FIGURE S2. Heatmap of the matrisome proteins coverage shared between native tissues.

The coverage between tissues was calculated based on the dataset 'ALL TISSUES PROCESSED', by using the number of common and total identifications.
FIGURE S3. Adjusted p-values of biological processes gene ontology (GO) common to every tissue.

'ALL TISSUES PROCESSED' file generated in step 14.2 was used for this figure.
The list of identifications for each tissue ECM was submitted to https://maayanlab.cloud/Enrichr/. Parameters were set in order to include the top 500 most relevant proteins encoding genes.
'GO Biological Process 2023' was selected among the 'Ontologies' tab
The results from 'Table' were sorted according to the adjusted p-value, and the common concepts among the tissues were selected. Then, the adjusted p-value for each tissue and concept was plotted.
FIGURE S4. Collagen types present within the collagen family for each tissue ECM, dECM and ink.

The proportion of collagen isoforms for each tissue and sample was calculated and plotted based on the '[TISSUE] PROCESSED' datasets.
FIGURE S5. PLSDA-based VIP-scores of artery, breast, dermis, epidermis, muscle and nerve ECM, dECM and ink for each representative component.

According to step 17, steps 14.3-14.9 were replicated for '[TISSUE] PROCESSED' datasets. In the case of step 14.9, only the top 15 features were represented.
FIGURE S6. Cross validation of the PLS-DA results of ECM, artery, breast, dermis, epidermis, muscle and nerve.
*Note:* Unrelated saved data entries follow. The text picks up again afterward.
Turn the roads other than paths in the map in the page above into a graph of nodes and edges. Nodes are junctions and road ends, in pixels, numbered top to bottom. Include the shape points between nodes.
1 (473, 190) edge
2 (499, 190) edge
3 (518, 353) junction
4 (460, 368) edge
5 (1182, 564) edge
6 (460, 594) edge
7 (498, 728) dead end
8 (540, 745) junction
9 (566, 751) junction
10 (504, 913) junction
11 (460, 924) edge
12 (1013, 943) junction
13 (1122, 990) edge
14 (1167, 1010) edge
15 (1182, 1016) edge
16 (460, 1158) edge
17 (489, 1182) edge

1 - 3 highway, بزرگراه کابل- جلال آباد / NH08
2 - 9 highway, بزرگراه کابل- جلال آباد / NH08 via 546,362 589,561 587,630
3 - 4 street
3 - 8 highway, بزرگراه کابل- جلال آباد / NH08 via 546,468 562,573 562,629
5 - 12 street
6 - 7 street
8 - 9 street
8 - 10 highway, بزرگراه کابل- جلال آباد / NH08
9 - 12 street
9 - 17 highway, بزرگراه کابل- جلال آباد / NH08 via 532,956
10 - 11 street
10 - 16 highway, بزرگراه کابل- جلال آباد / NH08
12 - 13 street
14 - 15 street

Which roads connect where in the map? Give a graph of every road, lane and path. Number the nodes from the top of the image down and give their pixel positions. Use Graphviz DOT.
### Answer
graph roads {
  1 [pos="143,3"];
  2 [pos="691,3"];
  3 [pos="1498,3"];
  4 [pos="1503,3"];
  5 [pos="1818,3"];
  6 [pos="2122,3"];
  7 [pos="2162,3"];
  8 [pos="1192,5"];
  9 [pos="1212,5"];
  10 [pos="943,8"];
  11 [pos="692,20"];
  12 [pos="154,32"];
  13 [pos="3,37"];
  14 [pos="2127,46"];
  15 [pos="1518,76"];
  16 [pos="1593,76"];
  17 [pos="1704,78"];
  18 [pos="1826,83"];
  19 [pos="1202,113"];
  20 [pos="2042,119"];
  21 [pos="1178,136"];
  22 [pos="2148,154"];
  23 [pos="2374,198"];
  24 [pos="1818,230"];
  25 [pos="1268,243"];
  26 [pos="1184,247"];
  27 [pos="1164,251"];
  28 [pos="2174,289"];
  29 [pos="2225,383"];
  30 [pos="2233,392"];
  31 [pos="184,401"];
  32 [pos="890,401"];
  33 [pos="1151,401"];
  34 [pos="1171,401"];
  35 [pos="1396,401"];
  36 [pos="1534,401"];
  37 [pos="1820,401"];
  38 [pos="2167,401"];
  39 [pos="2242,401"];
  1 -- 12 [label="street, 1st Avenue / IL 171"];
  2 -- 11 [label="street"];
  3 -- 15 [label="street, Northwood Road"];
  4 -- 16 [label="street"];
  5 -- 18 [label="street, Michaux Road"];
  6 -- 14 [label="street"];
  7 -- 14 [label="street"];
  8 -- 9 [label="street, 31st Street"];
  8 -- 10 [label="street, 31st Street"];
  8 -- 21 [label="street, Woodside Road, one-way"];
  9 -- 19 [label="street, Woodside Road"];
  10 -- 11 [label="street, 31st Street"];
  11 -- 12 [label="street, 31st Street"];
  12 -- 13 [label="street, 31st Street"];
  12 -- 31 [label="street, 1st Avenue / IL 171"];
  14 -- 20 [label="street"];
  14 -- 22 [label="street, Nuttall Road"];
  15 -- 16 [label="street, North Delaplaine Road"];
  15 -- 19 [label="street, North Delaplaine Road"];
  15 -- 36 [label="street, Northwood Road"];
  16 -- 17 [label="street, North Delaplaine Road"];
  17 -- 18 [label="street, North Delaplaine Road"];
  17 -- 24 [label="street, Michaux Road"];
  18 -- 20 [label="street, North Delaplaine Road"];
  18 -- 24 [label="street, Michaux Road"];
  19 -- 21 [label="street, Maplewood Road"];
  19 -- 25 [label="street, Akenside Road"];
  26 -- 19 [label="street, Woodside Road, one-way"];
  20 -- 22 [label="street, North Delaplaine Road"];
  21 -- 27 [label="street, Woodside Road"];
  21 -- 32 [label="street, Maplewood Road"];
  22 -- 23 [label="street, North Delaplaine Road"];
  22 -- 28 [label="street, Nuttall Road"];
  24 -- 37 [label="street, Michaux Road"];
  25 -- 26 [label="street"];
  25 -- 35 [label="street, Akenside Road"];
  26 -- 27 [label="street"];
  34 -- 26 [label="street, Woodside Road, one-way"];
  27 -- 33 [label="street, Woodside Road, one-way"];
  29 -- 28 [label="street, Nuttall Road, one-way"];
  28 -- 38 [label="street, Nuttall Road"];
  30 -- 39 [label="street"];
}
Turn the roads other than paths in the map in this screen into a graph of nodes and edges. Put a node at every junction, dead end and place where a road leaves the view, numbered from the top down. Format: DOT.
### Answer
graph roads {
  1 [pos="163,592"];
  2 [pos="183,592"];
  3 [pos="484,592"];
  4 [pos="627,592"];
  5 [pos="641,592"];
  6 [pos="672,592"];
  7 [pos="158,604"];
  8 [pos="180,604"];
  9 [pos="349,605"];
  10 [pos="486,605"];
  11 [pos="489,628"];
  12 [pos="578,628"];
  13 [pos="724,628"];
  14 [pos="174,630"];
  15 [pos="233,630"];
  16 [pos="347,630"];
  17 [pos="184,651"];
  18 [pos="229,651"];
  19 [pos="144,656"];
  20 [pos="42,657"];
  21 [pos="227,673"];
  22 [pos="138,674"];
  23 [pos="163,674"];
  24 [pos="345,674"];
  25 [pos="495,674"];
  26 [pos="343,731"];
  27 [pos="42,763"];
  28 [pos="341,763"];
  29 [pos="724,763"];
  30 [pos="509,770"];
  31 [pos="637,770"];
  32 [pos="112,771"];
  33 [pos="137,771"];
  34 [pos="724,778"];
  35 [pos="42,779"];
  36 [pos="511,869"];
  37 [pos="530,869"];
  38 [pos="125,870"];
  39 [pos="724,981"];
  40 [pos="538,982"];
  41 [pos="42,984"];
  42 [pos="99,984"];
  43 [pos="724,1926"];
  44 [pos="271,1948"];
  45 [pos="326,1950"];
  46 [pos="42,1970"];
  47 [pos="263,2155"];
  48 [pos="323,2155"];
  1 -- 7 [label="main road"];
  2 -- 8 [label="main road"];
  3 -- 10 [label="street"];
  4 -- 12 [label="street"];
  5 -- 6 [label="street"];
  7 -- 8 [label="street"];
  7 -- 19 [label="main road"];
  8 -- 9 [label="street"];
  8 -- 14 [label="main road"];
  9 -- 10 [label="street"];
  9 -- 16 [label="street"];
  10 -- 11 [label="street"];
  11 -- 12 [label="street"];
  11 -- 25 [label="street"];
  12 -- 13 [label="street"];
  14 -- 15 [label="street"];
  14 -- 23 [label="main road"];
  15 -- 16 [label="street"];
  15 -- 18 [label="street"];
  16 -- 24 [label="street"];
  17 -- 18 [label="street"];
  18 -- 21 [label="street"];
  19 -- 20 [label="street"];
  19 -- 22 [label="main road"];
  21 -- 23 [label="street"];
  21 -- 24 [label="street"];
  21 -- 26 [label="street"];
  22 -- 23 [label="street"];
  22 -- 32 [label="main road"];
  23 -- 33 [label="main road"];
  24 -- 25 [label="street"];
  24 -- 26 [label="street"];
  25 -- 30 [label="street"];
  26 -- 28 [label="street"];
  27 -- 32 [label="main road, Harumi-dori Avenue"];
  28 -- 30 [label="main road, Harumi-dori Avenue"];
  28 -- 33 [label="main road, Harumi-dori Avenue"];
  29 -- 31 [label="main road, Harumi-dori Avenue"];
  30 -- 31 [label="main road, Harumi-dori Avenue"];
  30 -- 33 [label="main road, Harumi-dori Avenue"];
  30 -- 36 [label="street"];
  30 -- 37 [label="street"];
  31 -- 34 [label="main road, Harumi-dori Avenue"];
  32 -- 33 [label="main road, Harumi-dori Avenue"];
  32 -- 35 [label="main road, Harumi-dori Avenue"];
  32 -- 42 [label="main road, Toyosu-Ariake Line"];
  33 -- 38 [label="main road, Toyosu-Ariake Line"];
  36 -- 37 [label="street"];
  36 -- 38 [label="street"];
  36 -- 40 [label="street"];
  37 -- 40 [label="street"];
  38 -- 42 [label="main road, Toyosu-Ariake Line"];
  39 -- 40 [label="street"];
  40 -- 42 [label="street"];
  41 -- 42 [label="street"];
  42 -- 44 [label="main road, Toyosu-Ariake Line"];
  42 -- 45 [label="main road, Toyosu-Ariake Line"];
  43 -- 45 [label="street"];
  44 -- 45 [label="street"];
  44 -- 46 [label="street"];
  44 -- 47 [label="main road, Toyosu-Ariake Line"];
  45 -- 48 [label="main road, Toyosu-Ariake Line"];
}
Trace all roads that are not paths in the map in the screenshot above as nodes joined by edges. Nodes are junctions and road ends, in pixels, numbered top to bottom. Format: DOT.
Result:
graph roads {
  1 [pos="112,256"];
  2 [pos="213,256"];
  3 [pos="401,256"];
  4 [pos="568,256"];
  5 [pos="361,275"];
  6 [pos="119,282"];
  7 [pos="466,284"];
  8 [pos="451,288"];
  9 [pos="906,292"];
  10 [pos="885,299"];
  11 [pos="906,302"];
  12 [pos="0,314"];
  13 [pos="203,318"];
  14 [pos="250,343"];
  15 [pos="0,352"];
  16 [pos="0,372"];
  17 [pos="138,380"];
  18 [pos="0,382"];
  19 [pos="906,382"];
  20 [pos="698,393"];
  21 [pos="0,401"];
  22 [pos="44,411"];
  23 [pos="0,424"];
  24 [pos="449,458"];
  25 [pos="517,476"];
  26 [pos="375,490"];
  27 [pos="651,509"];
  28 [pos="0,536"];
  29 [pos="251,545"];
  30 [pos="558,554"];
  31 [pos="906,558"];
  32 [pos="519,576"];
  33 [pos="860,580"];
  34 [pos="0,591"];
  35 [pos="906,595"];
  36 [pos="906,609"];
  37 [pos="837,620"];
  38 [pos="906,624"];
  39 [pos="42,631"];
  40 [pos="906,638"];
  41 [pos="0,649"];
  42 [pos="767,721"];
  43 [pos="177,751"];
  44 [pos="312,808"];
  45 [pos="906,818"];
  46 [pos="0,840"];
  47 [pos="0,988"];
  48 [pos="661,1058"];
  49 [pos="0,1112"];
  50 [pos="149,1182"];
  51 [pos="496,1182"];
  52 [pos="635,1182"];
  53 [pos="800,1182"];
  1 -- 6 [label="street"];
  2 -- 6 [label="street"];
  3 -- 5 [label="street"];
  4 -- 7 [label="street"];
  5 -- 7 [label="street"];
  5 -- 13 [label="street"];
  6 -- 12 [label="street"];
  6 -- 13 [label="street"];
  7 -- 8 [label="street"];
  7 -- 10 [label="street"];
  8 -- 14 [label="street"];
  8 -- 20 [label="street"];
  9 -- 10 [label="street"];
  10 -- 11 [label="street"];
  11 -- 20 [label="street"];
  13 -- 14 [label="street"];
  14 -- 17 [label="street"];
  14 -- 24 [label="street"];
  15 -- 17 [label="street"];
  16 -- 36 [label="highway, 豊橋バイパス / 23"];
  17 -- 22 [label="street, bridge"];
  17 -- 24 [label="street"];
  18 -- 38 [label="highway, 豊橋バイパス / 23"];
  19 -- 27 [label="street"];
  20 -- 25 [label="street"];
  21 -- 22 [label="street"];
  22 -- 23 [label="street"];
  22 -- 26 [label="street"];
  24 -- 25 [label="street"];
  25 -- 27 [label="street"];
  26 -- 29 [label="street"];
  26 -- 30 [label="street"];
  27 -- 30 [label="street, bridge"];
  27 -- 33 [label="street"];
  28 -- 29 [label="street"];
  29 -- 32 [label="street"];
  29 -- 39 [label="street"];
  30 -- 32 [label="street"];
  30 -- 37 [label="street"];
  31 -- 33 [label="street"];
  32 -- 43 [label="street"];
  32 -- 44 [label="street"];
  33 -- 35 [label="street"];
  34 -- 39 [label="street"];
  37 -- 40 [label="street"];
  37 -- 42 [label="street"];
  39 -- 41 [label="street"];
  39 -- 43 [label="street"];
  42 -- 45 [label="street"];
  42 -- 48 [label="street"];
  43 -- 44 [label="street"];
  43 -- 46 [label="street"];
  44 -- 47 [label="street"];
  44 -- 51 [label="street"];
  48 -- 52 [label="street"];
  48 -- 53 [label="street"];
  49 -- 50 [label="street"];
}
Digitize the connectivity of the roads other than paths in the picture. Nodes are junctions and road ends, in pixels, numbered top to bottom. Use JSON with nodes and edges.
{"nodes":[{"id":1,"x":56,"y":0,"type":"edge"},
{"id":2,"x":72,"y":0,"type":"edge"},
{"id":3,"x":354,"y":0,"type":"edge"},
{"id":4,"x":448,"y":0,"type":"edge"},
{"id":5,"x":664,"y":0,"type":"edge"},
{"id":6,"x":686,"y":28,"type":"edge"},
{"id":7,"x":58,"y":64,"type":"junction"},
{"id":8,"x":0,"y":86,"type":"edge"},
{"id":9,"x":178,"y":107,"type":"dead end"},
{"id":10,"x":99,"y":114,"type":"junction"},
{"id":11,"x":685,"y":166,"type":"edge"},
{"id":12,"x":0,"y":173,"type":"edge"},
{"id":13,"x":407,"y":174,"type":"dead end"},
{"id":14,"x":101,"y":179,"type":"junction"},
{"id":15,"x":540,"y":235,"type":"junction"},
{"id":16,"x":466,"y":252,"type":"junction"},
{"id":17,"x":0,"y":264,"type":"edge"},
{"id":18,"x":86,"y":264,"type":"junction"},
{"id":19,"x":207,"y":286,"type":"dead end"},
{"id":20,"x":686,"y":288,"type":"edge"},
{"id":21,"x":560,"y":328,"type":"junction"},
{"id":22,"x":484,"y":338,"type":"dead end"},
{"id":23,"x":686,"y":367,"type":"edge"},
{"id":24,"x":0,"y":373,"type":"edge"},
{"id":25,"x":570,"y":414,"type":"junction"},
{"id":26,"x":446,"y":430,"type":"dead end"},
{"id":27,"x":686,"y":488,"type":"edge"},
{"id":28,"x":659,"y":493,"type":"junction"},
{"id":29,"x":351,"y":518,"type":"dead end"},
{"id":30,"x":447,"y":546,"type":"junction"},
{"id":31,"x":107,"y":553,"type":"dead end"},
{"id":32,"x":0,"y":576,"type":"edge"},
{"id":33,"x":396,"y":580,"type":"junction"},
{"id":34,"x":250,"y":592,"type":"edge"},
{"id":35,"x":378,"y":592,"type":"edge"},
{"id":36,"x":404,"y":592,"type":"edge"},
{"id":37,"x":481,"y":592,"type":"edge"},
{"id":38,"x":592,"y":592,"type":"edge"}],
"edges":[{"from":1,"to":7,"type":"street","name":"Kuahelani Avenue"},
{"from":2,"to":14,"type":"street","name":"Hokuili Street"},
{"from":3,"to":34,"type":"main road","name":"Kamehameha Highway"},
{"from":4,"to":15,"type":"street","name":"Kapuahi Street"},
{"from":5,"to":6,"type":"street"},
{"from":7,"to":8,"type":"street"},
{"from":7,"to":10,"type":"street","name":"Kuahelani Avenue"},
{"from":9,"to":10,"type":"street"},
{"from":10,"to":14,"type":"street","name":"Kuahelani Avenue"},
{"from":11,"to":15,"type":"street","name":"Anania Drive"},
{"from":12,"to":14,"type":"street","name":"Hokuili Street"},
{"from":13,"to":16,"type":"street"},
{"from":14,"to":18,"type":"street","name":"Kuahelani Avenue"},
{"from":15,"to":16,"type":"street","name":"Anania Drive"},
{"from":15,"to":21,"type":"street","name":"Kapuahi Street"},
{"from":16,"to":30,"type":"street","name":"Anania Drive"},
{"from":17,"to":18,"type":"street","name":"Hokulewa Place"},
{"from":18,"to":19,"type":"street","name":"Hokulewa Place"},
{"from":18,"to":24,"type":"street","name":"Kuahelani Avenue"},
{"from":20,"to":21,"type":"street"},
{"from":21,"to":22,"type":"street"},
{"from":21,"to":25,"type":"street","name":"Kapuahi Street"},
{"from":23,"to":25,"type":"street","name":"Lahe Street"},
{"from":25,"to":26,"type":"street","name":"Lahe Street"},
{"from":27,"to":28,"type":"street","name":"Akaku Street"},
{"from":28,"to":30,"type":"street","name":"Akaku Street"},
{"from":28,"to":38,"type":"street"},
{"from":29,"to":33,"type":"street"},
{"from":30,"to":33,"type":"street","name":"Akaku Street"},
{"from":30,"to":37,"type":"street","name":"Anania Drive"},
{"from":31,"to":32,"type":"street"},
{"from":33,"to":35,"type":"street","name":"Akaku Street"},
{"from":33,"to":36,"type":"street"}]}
As explained in 14.7, cross-validation was carried out with 4 maximum components to search, 5-fold CV method and Q2 as performance measure, to obtain the number of components for 'ALL TISSUES PROCESSED' and '[TISSUE] PROCESSED' datasets.
TABLE S3. Quantification of the number and proportion of the total as well as matrisome proteins for each tissue and sample.

The matrix generated in step 13.1 was used for the calculation of the number of identifications and proportions (of the total) of matrisome and non-matrisome proteins for each tissue and sample type. Median, range and standard deviation (SD) of the sample types were also included in the table.

TABLE S4. GO terms, adjusted p-values and related gene names for each tissue ECM.

Based on the results obtained in the FIGURE 5, the proteins identified for each tissue cluster were analysed according to steps 20.1 and 20.2. GO terms, adjusted p-values are related genes are indicated.